For the entries below, state how many lines contain the string "Добровольского". Add nothing else.

┏━━

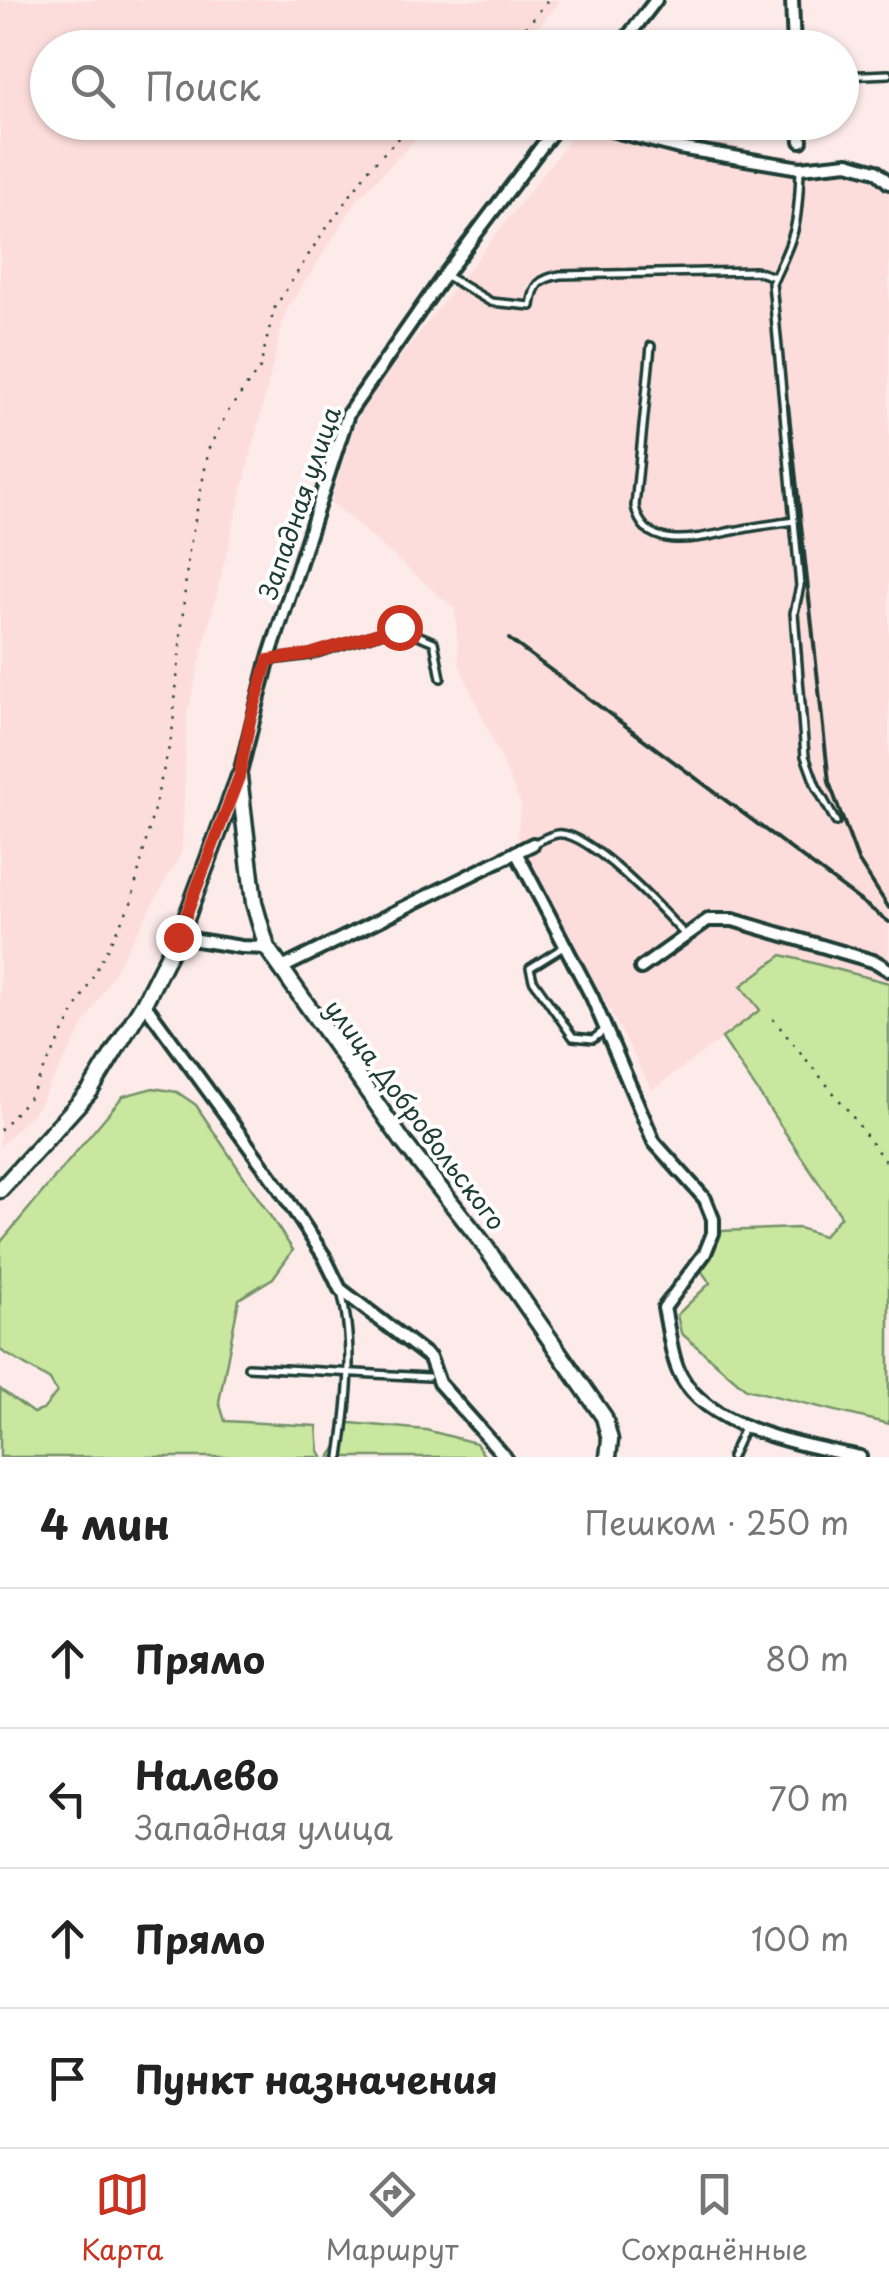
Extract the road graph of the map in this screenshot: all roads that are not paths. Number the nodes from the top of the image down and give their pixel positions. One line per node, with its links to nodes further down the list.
1 (656, 0): 3 (street)
2 (792, 0): 4 (street)
3 (633, 30)
4 (793, 30)
5 (889, 74): 6 (lane)
6 (859, 75)
7 (546, 140): 11 (street, Западная улица)
8 (650, 140): 9 (street)
9 (800, 168): 10 (street); 12 (lane)
10 (889, 183)
11 (444, 275): 12 (lane); 15 (street, Западная улица)
12 (774, 277): 14 (lane)
13 (651, 346): 14 (lane)
14 (794, 521): 18 (lane)
15 (268, 660): 16 (lane); 17 (street, Западная улица)
16 (440, 678)
17 (239, 777): 22 (street); 24 (street, улица Добровольского)
18 (836, 822)
19 (533, 844): 20 (street); 21 (lane)
20 (516, 852): 23 (street); 26 (street)
21 (686, 936): 25 (street); 27 (street)
22 (178, 937): 24 (street); 28 (street)
23 (565, 946): 29 (street); 29 (lane)
24 (267, 948): 26 (street, улица Добровольского)
25 (641, 968)
26 (280, 969): 38 (street, улица Добровольского)
27 (889, 970)
28 (144, 1003): 30 (street); 31 (street)
29 (606, 1028): 35 (street)
30 (0, 1190)
31 (340, 1289): 33 (lane); 37 (street)
32 (248, 1367): 33 (lane)
33 (348, 1372): 34 (lane); 36 (lane)
34 (428, 1377)
35 (745, 1424): 39 (lane); 40 (street)
36 (340, 1457)
37 (505, 1457)
38 (608, 1457)
39 (731, 1457)
40 (860, 1457)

┗━━

#### PROBLEM SOLUTION
3